[[ Data for this task, beginning ]]

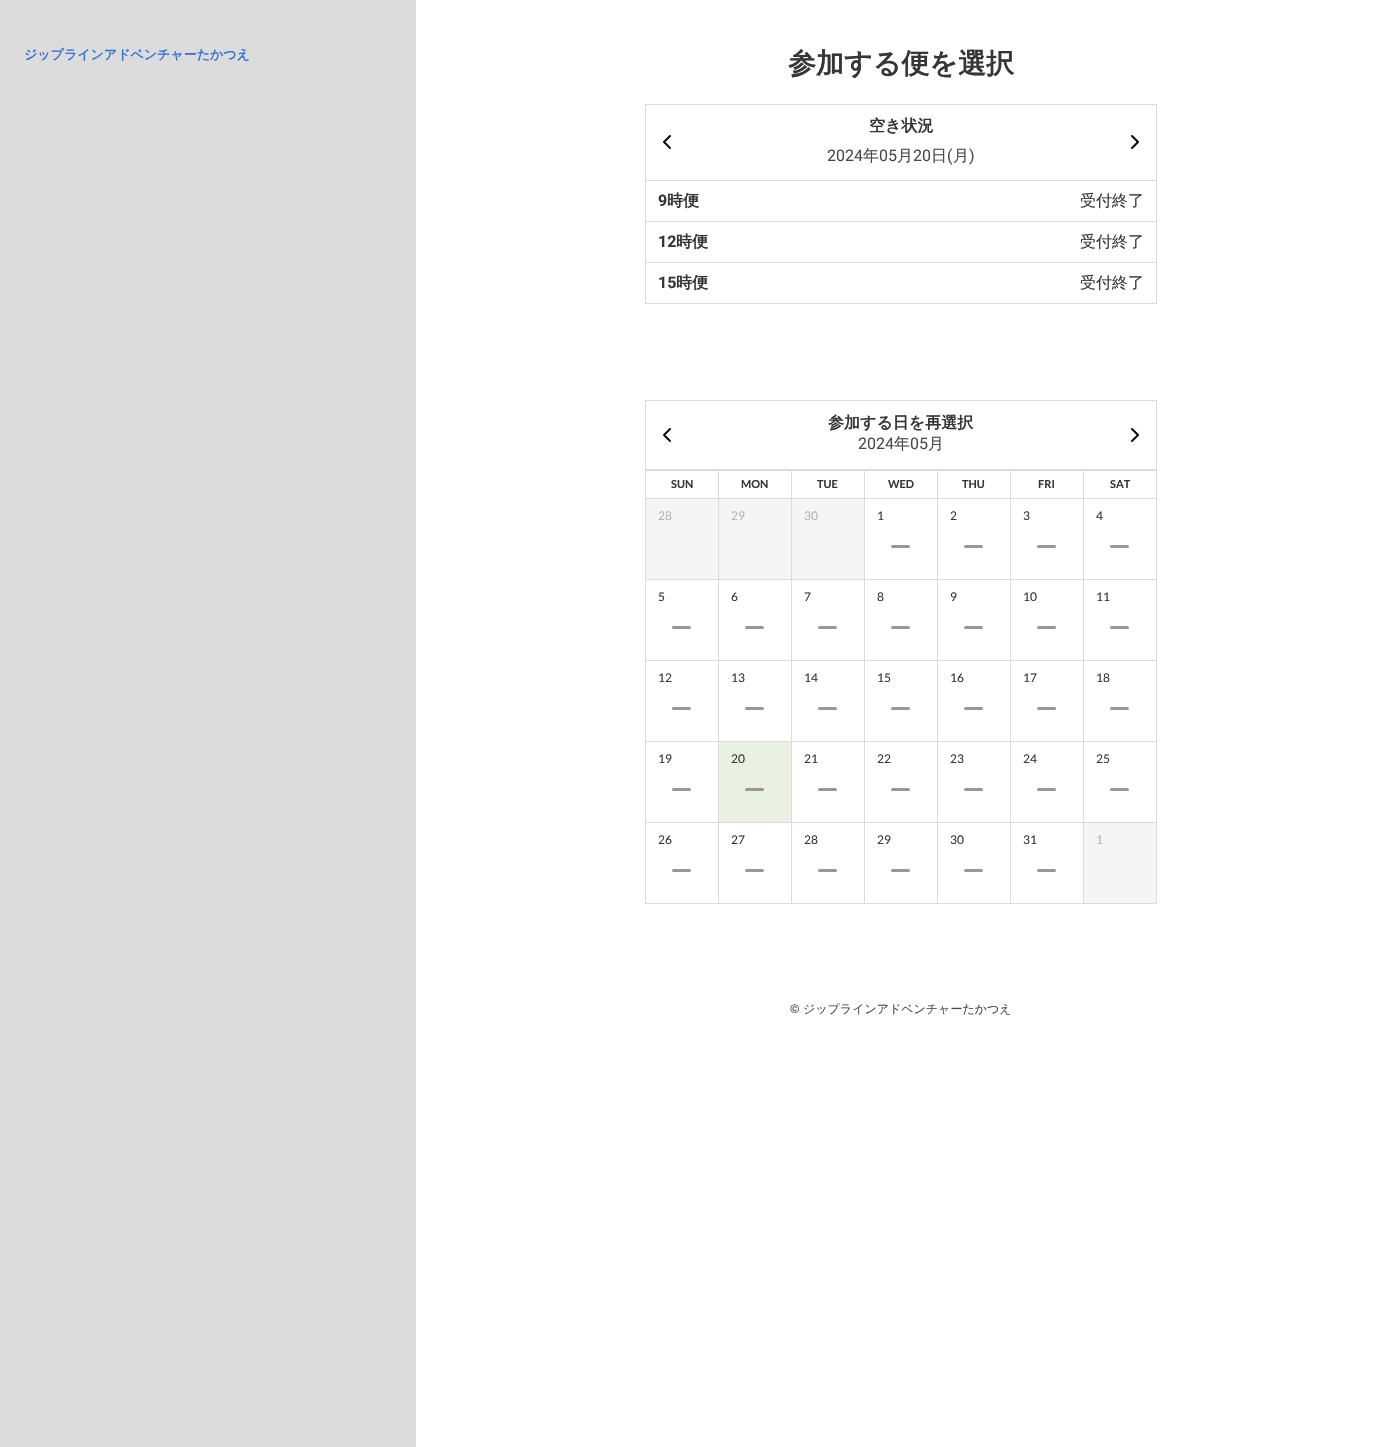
void draw(SkCanvas* canvas) {
	SkPaint fill;
	fill.setAntiAlias(true);
	auto makeFont = [&](const char* family, int weight, float size, bool italic = false) {
		SkFontStyle style(weight, SkFontStyle::kNormal_Width,
			italic ? SkFontStyle::kItalic_Slant : SkFontStyle::kUpright_Slant);
		SkFont result(fontMgr->matchFamilyStyle(family, style), size);
		result.setSubpixel(true);
		return result;
	};
	auto text = [&](const char* s, float x, float y, const SkFont& font) {
		canvas->drawString(s, x, y, font, fill);
	};
	auto box = [&](float l, float t, float r, float b) {
		canvas->drawRect(SkRect::MakeLTRB(l, t, r, b), fill);
	};
	auto picture = [&](const char* path, float l, float t, float r, float b) {
		auto image = SkImages::DeferredFromEncodedData(SkData::MakeFromFileName(path));
		canvas->drawImageRect(image, SkRect::MakeLTRB(l, t, r, b), SkSamplingOptions());
	};
	canvas->clear(0xFFFFFFFF);
	fill.setColor(0xFFDCDCDC);
	box(0, 0, 416, 1447);
	fill.setStyle(SkPaint::kStroke_Style);
	fill.setStrokeWidth(1);
	fill.setColor(0xFFDBDBDB);
	canvas->drawRect(SkRect::MakeLTRB(645.5f, 104.5f, 1156.5f, 303.5f), fill);
	picture("image0.png", 663, 135, 671, 149);
	picture("image1.png", 1131, 135, 1139, 149);
	fill.setStyle(SkPaint::kFill_Style);
	box(646, 180, 1156, 181);
	box(645, 221, 1156, 222);
	box(645, 262, 1156, 263);
	fill.setStyle(SkPaint::kStroke_Style);
	canvas->drawRect(SkRect::MakeLTRB(645.5f, 400.5f, 1156.5f, 469.5f), fill);
	picture("image0.png", 663, 428, 671, 442);
	picture("image1.png", 1131, 428, 1139, 442);
	fill.setStyle(SkPaint::kFill_Style);
	box(1083, 470, 1157, 471);
	box(1083, 498, 1157, 499);
	box(1083, 579, 1157, 580);
	box(1083, 660, 1157, 661);
	box(1083, 741, 1157, 742);
	box(1083, 822, 1157, 823);
	box(1156, 822, 1157, 904);
	box(1083, 903, 1157, 904);
	box(1083, 822, 1084, 904);
	box(1010, 822, 1084, 823);
	box(1083, 741, 1084, 823);
	box(1010, 741, 1084, 742);
	box(1083, 660, 1084, 742);
	box(1010, 660, 1084, 661);
	box(1083, 579, 1084, 661);
	box(1010, 579, 1084, 580);
	box(1083, 498, 1084, 580);
	box(1010, 498, 1084, 499);
	box(1083, 470, 1084, 499);
	box(1010, 470, 1084, 471);
	box(1010, 903, 1084, 904);
	box(1010, 822, 1011, 904);
	box(937, 822, 1011, 823);
	box(1010, 741, 1011, 823);
	box(937, 741, 1011, 742);
	box(1010, 660, 1011, 742);
	box(937, 660, 1011, 661);
	box(1010, 579, 1011, 661);
	box(937, 579, 1011, 580);
	box(1010, 498, 1011, 580);
	box(937, 498, 1011, 499);
	box(1010, 470, 1011, 499);
	box(937, 470, 1011, 471);
	box(937, 903, 1011, 904);
	box(937, 822, 938, 904);
	box(864, 822, 938, 823);
	box(937, 741, 938, 823);
	box(864, 741, 938, 742);
	box(937, 660, 938, 742);
	box(864, 660, 938, 661);
	box(937, 579, 938, 661);
	box(864, 579, 938, 580);
	box(937, 498, 938, 580);
	box(864, 498, 938, 499);
	box(937, 470, 938, 499);
	box(864, 470, 938, 471);
	box(864, 903, 938, 904);
	box(864, 822, 865, 904);
	box(791, 822, 865, 823);
	box(864, 741, 865, 823);
	box(791, 741, 865, 742);
	box(864, 660, 865, 742);
	box(791, 660, 865, 661);
	box(864, 579, 865, 661);
	box(791, 579, 865, 580);
	box(864, 498, 865, 580);
	box(791, 498, 865, 499);
	box(864, 470, 865, 499);
	box(791, 470, 865, 471);
	box(791, 903, 865, 904);
	box(791, 822, 792, 904);
	box(718, 822, 792, 823);
	box(791, 741, 792, 823);
	box(718, 741, 792, 742);
	box(791, 660, 792, 742);
	box(718, 660, 792, 661);
	box(791, 579, 792, 661);
	box(718, 579, 792, 580);
	box(791, 498, 792, 580);
	box(718, 498, 792, 499);
	box(791, 470, 792, 499);
	box(718, 470, 792, 471);
	box(718, 903, 792, 904);
	box(718, 822, 719, 904);
	box(645, 822, 719, 823);
	box(718, 741, 719, 823);
	box(645, 741, 719, 742);
	box(718, 660, 719, 742);
	box(645, 660, 719, 661);
	box(718, 579, 719, 661);
	box(645, 579, 719, 580);
	box(718, 498, 719, 580);
	box(645, 498, 719, 499);
	box(718, 470, 719, 499);
	box(645, 470, 719, 471);
	box(645, 903, 719, 904);
	box(645, 822, 646, 904);
	box(645, 741, 646, 823);
	box(645, 660, 646, 742);
	box(645, 579, 646, 661);
	box(645, 498, 646, 580);
	box(645, 470, 646, 499);
	box(1156, 741, 1157, 823);
	box(1156, 660, 1157, 742);
	box(1156, 579, 1157, 661);
	box(1156, 498, 1157, 580);
	box(1156, 470, 1157, 499);
	fill.setColor(0xFFF5F5F5);
	box(646, 499, 718, 579);
	box(719, 499, 791, 579);
	box(792, 499, 864, 579);
	fill.setStyle(SkPaint::kStroke_Style);
	fill.setStrokeWidth(3);
	fill.setStrokeCap(SkPaint::kRound_Cap);
	fill.setColor(0xFF979797);
	canvas->drawPath(SkPathBuilder().moveTo(892.5f, 546.5f).lineTo(908.5f, 546.5f).detach(), fill);
	canvas->drawPath(SkPathBuilder().moveTo(965.5f, 546.5f).lineTo(981.5f, 546.5f).detach(), fill);
	canvas->drawPath(SkPathBuilder().moveTo(1038.5f, 546.5f).lineTo(1054.5f, 546.5f).detach(), fill);
	canvas->drawPath(SkPathBuilder().moveTo(1111.5f, 546.5f).lineTo(1127.5f, 546.5f).detach(), fill);
	canvas->drawPath(SkPathBuilder().moveTo(673.5f, 627.5f).lineTo(689.5f, 627.5f).detach(), fill);
	canvas->drawPath(SkPathBuilder().moveTo(746.5f, 627.5f).lineTo(762.5f, 627.5f).detach(), fill);
	canvas->drawPath(SkPathBuilder().moveTo(819.5f, 627.5f).lineTo(835.5f, 627.5f).detach(), fill);
	canvas->drawPath(SkPathBuilder().moveTo(892.5f, 627.5f).lineTo(908.5f, 627.5f).detach(), fill);
	canvas->drawPath(SkPathBuilder().moveTo(965.5f, 627.5f).lineTo(981.5f, 627.5f).detach(), fill);
	canvas->drawPath(SkPathBuilder().moveTo(1038.5f, 627.5f).lineTo(1054.5f, 627.5f).detach(), fill);
	canvas->drawPath(SkPathBuilder().moveTo(1111.5f, 627.5f).lineTo(1127.5f, 627.5f).detach(), fill);
	canvas->drawPath(SkPathBuilder().moveTo(673.5f, 708.5f).lineTo(689.5f, 708.5f).detach(), fill);
	canvas->drawPath(SkPathBuilder().moveTo(746.5f, 708.5f).lineTo(762.5f, 708.5f).detach(), fill);
	canvas->drawPath(SkPathBuilder().moveTo(819.5f, 708.5f).lineTo(835.5f, 708.5f).detach(), fill);
	canvas->drawPath(SkPathBuilder().moveTo(892.5f, 708.5f).lineTo(908.5f, 708.5f).detach(), fill);
	canvas->drawPath(SkPathBuilder().moveTo(965.5f, 708.5f).lineTo(981.5f, 708.5f).detach(), fill);
	canvas->drawPath(SkPathBuilder().moveTo(1038.5f, 708.5f).lineTo(1054.5f, 708.5f).detach(), fill);
	canvas->drawPath(SkPathBuilder().moveTo(1111.5f, 708.5f).lineTo(1127.5f, 708.5f).detach(), fill);
	canvas->drawPath(SkPathBuilder().moveTo(673.5f, 789.5f).lineTo(689.5f, 789.5f).detach(), fill);
	fill.setStyle(SkPaint::kFill_Style);
	fill.setColor(0xFFEAF1E2);
	box(719, 742, 791, 822);
	fill.setStyle(SkPaint::kStroke_Style);
	fill.setColor(0xFF979797);
	canvas->drawPath(SkPathBuilder().moveTo(746.5f, 789.5f).lineTo(762.5f, 789.5f).detach(), fill);
	canvas->drawPath(SkPathBuilder().moveTo(819.5f, 789.5f).lineTo(835.5f, 789.5f).detach(), fill);
	canvas->drawPath(SkPathBuilder().moveTo(892.5f, 789.5f).lineTo(908.5f, 789.5f).detach(), fill);
	canvas->drawPath(SkPathBuilder().moveTo(965.5f, 789.5f).lineTo(981.5f, 789.5f).detach(), fill);
	canvas->drawPath(SkPathBuilder().moveTo(1038.5f, 789.5f).lineTo(1054.5f, 789.5f).detach(), fill);
	canvas->drawPath(SkPathBuilder().moveTo(1111.5f, 789.5f).lineTo(1127.5f, 789.5f).detach(), fill);
	canvas->drawPath(SkPathBuilder().moveTo(673.5f, 870.5f).lineTo(689.5f, 870.5f).detach(), fill);
	canvas->drawPath(SkPathBuilder().moveTo(746.5f, 870.5f).lineTo(762.5f, 870.5f).detach(), fill);
	canvas->drawPath(SkPathBuilder().moveTo(819.5f, 870.5f).lineTo(835.5f, 870.5f).detach(), fill);
	canvas->drawPath(SkPathBuilder().moveTo(892.5f, 870.5f).lineTo(908.5f, 870.5f).detach(), fill);
	canvas->drawPath(SkPathBuilder().moveTo(965.5f, 870.5f).lineTo(981.5f, 870.5f).detach(), fill);
	canvas->drawPath(SkPathBuilder().moveTo(1038.5f, 870.5f).lineTo(1054.5f, 870.5f).detach(), fill);
	fill.setStyle(SkPaint::kFill_Style);
	fill.setColor(0xFFF5F5F5);
	box(1084, 823, 1156, 903);
	auto font1 = makeFont("WenQuanYi Zen Hei", 700, 13);
	fill.setColor(0xFF3273DC);
	text("ジップラインアドベンチャーたかつえ", 24, 59, font1);
	auto font2 = makeFont("WenQuanYi Zen Hei", 700, 28);
	fill.setColor(0xFF363636);
	text("参加する便を選択", 788, 73, font2);
	auto font3 = makeFont("WenQuanYi Zen Hei", 700, 16);
	text("空き状況", 869, 131, font3);
	auto font4 = makeFont("Roboto", 400, 16);
	fill.setColor(0xFF4A4A4A);
	text("2024", 827, 161, font4);
	auto font5 = makeFont("WenQuanYi Zen Hei", 500, 16);
	text("年", 863, 161, font5);
	text("05", 879, 161, font4);
	text("月", 897, 161, font5);
	text("20", 913, 161, font4);
	text("日", 931, 161, font5);
	text("(", 947, 161, font4);
	text("月", 953, 161, font5);
	text(")", 969, 161, font4);
	auto font6 = makeFont("Roboto", 700, 16);
	fill.setColor(0xFF363636);
	text("9", 658, 206, font6);
	text("時便", 667, 206, font3);
	text("受付終了", 1080, 206, font5);
	text("12", 658, 247, font6);
	text("時便", 676, 247, font3);
	text("受付終了", 1080, 247, font5);
	text("15", 658, 288, font6);
	text("時便", 676, 288, font3);
	text("受付終了", 1080, 288, font5);
	text("参加する日を再選択", 828, 428, font3);
	fill.setColor(0xFF4A4A4A);
	text("2024", 858, 449, font4);
	text("年", 894, 449, font5);
	text("05", 910, 449, font4);
	text("月", 928, 449, font5);
	auto font7 = makeFont("Lato", 700, 11);
	fill.setColor(0xFF363636);
	text("SUN", 671, 488, font7);
	text("MON", 741, 488, font7);
	text("TUE", 817, 488, font7);
	text("WED", 888, 488, font7);
	text("THU", 962, 488, font7);
	text("FRI", 1038, 488, font7);
	text("SAT", 1110, 488, font7);
	auto font8 = makeFont("Lato", 400, 12);
	fill.setColor(0xFFB5B5B5);
	text("28", 658, 520, font8);
	text("29", 731, 520, font8);
	text("30", 804, 520, font8);
	fill.setColor(0xFF363636);
	text("1", 877, 520, font8);
	text("2", 950, 520, font8);
	text("3", 1023, 520, font8);
	text("4", 1096, 520, font8);
	text("5", 658, 601, font8);
	text("6", 731, 601, font8);
	text("7", 804, 601, font8);
	text("8", 877, 601, font8);
	text("9", 950, 601, font8);
	text("10", 1023, 601, font8);
	text("11", 1096, 601, font8);
	text("12", 658, 682, font8);
	text("13", 731, 682, font8);
	text("14", 804, 682, font8);
	text("15", 877, 682, font8);
	text("16", 950, 682, font8);
	text("17", 1023, 682, font8);
	text("18", 1096, 682, font8);
	text("19", 658, 763, font8);
	text("20", 731, 763, font8);
	text("21", 804, 763, font8);
	text("22", 877, 763, font8);
	text("23", 950, 763, font8);
	text("24", 1023, 763, font8);
	text("25", 1096, 763, font8);
	text("26", 658, 844, font8);
	text("27", 731, 844, font8);
	text("28", 804, 844, font8);
	text("29", 877, 844, font8);
	text("30", 950, 844, font8);
	text("31", 1023, 844, font8);
	fill.setColor(0xFFB5B5B5);
	text("1", 1096, 844, font8);
	auto font9 = makeFont("Roboto", 400, 12);
	fill.setColor(0xFF4A4A4A);
	text("©", 790, 1013, font9);
	auto font10 = makeFont("WenQuanYi Zen Hei", 500, 12);
	text("ジップラインアドベンチャーたかつえ", 803, 1013, font10);
}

[[ Data for this task, end ]]

The task:
Check each line in the records for the word "size" and say how many have it, with nothing else.

Exercise answer:
2